Working from the records below, repeat exactly the lines starting at the line that contains "Extract the road" and ending at the line that contains "Road topology of", inclusive.
┄┄┄┄┄┄┄┄┄┄┄┄┄┄┄┄┄┄┄┄
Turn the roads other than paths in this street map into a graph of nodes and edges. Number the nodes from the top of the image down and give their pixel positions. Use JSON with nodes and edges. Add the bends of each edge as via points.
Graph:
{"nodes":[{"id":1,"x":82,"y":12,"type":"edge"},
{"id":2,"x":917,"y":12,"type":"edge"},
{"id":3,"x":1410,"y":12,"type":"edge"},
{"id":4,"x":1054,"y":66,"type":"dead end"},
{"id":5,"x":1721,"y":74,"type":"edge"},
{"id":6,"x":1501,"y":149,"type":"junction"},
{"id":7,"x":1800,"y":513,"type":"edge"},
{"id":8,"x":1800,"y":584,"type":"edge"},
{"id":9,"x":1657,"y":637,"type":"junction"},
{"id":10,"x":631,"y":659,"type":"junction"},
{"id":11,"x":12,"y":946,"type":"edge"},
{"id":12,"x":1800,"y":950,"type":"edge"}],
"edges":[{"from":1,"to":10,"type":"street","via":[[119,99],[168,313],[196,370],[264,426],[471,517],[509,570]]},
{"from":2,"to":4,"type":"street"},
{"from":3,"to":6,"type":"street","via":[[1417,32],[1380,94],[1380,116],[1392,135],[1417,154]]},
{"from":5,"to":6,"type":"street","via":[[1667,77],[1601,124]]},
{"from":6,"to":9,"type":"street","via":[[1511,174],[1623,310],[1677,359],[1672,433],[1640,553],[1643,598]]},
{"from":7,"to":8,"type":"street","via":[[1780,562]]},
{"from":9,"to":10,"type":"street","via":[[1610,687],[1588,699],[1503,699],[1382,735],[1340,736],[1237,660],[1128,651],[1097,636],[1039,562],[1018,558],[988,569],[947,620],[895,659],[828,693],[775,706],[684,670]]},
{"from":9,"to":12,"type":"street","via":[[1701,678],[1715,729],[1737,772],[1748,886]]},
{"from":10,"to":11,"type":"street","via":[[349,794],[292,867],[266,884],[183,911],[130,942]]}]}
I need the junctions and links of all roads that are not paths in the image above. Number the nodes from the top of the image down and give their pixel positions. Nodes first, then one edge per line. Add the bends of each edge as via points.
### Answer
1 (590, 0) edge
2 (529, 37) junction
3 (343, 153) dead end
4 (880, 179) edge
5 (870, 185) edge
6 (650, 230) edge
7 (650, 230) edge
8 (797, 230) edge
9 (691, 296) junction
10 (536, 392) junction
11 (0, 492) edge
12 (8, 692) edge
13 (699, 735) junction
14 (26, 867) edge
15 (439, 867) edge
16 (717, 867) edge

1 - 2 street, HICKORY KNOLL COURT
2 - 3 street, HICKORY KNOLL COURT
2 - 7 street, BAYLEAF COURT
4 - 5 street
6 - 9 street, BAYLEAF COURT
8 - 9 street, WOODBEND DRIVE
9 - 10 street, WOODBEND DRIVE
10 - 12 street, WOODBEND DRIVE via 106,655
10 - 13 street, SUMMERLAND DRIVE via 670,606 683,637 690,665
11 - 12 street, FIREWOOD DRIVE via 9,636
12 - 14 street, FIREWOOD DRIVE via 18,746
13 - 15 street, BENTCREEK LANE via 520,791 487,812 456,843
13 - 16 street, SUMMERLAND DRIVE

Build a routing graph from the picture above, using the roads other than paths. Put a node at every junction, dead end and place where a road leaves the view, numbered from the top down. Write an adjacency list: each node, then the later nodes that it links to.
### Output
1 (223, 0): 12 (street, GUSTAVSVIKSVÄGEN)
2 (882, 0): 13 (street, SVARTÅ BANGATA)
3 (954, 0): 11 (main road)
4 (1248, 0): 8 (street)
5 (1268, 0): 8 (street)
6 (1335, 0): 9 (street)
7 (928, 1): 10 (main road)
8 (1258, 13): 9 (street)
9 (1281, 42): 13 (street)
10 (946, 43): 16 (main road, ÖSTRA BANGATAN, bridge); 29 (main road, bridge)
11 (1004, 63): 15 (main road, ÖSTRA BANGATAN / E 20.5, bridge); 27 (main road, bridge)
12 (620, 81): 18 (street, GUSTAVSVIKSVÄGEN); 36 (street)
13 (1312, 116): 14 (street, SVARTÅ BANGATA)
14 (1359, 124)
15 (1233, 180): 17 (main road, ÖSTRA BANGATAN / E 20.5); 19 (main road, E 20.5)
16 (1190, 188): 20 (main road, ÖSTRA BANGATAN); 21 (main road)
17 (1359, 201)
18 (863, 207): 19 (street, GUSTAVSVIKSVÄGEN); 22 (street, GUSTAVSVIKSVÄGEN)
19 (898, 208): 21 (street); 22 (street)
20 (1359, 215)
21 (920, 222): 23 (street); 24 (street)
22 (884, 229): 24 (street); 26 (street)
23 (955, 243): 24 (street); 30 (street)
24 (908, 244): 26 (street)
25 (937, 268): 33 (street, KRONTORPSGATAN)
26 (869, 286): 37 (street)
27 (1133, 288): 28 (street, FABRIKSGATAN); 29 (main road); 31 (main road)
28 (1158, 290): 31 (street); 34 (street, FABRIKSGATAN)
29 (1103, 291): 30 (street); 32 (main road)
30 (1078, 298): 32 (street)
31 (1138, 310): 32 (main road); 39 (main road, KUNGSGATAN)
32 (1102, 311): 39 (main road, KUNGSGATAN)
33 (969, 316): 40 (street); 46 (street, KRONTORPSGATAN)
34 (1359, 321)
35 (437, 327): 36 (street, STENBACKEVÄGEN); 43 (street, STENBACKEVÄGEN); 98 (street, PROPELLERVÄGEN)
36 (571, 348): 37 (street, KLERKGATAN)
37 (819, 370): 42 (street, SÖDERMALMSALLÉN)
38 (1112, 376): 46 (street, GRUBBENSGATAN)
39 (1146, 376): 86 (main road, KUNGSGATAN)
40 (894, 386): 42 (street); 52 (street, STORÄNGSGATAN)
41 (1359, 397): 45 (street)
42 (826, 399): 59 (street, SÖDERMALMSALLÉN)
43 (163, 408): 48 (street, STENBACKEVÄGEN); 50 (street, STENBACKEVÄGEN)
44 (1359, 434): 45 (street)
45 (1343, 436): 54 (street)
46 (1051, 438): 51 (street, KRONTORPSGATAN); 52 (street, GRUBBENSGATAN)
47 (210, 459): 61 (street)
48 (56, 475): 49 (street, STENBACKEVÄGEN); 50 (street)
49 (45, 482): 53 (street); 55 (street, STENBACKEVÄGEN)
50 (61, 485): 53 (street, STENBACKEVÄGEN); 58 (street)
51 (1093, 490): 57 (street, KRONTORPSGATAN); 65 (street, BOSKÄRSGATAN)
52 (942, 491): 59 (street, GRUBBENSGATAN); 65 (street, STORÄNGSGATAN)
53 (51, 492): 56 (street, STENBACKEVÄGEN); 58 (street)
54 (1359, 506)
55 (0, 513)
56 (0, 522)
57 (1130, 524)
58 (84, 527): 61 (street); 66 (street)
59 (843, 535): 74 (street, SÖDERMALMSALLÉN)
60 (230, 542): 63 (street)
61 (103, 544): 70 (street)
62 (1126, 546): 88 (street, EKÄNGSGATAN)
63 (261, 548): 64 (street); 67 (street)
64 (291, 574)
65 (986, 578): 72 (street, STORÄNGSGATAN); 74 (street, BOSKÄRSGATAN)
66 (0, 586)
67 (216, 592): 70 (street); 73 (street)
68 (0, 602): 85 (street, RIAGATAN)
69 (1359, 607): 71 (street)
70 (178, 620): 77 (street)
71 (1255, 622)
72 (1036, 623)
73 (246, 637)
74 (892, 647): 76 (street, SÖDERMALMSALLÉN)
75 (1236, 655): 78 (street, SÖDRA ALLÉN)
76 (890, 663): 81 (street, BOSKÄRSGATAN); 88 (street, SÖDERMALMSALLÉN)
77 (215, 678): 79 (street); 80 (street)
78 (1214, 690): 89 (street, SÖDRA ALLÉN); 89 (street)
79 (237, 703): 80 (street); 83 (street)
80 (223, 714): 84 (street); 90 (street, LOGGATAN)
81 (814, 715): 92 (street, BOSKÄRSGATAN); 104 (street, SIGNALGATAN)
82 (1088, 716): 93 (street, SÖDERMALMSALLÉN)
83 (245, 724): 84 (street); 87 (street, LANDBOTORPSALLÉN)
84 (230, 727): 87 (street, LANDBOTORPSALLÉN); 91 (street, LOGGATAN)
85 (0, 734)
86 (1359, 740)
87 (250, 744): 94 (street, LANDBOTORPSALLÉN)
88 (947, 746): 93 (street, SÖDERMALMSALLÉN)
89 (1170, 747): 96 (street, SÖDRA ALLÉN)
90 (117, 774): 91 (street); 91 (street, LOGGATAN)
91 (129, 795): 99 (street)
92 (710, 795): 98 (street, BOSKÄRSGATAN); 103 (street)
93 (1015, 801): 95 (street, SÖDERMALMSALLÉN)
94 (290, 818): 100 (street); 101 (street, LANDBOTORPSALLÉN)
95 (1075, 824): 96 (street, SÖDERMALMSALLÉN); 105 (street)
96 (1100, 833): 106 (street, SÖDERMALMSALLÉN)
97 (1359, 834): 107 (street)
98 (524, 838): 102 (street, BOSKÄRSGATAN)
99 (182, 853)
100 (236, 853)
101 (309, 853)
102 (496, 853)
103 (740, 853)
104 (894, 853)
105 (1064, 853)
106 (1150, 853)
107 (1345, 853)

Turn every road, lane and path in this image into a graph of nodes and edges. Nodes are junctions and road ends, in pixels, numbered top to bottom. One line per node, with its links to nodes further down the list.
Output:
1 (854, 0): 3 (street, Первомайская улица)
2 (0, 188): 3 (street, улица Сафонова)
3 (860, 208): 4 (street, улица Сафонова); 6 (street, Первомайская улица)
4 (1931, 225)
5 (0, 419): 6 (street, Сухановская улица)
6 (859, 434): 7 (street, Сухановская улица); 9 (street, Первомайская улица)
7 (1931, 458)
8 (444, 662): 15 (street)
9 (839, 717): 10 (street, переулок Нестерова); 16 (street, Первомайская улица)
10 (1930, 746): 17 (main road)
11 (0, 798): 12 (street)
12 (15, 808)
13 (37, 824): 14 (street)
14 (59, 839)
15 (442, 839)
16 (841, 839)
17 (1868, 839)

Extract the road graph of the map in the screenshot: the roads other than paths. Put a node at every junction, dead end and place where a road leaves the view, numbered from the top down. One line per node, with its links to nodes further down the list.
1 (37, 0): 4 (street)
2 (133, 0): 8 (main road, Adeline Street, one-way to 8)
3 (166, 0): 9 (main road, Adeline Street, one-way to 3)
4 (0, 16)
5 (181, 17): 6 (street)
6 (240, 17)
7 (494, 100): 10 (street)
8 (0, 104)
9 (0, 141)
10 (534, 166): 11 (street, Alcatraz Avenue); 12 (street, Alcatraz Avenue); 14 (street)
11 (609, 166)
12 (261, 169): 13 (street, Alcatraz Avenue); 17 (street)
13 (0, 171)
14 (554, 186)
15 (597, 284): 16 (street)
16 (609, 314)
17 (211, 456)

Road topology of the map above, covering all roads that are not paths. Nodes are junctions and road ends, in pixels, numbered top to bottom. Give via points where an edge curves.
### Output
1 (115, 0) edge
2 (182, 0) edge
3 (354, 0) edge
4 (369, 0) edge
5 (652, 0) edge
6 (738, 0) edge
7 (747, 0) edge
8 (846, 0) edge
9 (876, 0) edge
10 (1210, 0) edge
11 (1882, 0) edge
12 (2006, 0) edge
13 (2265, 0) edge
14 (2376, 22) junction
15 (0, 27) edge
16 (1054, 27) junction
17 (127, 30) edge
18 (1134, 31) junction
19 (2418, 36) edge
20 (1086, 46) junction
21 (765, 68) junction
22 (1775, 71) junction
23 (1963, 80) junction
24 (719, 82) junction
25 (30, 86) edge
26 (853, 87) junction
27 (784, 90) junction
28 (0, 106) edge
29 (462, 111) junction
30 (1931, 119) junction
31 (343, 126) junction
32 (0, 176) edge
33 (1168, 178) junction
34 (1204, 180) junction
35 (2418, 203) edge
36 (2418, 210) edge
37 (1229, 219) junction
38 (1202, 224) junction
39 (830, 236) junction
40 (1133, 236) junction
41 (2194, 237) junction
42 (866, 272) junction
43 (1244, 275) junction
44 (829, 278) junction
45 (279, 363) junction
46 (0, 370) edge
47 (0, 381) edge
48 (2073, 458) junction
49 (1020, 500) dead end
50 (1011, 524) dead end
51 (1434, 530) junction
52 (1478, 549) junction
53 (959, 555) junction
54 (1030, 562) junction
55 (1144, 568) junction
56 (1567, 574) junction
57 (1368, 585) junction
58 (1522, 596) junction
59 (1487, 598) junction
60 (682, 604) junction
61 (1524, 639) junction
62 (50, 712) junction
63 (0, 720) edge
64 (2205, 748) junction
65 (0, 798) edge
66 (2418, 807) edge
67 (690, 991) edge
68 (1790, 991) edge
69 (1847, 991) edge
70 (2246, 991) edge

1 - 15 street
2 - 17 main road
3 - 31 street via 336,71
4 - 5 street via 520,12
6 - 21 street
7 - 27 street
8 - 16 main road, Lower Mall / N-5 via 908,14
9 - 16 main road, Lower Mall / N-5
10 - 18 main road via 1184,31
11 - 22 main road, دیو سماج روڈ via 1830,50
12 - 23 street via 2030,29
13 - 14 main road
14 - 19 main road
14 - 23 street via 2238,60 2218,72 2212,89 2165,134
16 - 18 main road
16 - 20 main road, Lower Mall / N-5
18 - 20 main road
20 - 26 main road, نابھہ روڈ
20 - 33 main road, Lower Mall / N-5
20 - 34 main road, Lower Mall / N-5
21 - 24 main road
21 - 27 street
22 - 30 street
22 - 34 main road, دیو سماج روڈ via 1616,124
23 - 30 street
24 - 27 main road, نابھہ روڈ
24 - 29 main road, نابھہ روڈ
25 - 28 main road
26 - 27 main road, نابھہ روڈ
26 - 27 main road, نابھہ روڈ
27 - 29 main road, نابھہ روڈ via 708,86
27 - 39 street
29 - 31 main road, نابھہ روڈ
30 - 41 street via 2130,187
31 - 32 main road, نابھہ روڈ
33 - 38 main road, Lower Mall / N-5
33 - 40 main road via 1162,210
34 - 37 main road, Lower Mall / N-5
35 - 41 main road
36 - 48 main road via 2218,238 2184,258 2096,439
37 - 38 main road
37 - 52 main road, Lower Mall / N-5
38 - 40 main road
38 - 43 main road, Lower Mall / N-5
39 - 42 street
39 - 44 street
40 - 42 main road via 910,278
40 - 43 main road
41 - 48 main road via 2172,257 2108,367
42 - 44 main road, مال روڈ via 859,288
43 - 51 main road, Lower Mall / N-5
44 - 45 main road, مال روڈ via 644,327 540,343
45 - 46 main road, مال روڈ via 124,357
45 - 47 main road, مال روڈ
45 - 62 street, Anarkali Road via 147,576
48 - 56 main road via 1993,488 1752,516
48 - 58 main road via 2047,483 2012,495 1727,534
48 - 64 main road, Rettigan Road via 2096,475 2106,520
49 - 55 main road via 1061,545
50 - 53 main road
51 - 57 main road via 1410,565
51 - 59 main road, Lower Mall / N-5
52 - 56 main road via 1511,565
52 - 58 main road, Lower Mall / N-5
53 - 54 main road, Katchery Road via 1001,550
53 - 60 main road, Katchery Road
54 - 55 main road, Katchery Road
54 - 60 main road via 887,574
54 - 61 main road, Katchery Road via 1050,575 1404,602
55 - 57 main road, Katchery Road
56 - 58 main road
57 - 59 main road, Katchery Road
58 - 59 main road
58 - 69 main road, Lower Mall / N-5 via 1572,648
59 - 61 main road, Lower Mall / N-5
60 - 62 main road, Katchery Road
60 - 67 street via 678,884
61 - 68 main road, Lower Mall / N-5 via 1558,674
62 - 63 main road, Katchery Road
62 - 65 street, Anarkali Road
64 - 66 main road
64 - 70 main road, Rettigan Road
┄┄┄┄┄┄┄┄┄┄┄┄┄┄┄┄┄┄┄┄
## SOLUTION TO THIS PROBLEM
Extract the road graph of the map in the screenshot: the roads other than paths. Put a node at every junction, dead end and place where a road leaves the view, numbered from the top down. One line per node, with its links to nodes further down the list.
1 (37, 0): 4 (street)
2 (133, 0): 8 (main road, Adeline Street, one-way to 8)
3 (166, 0): 9 (main road, Adeline Street, one-way to 3)
4 (0, 16)
5 (181, 17): 6 (street)
6 (240, 17)
7 (494, 100): 10 (street)
8 (0, 104)
9 (0, 141)
10 (534, 166): 11 (street, Alcatraz Avenue); 12 (street, Alcatraz Avenue); 14 (street)
11 (609, 166)
12 (261, 169): 13 (street, Alcatraz Avenue); 17 (street)
13 (0, 171)
14 (554, 186)
15 (597, 284): 16 (street)
16 (609, 314)
17 (211, 456)

Road topology of the map above, covering all roads that are not paths. Nodes are junctions and road ends, in pixels, numbered top to bottom. Give via points where an edge curves.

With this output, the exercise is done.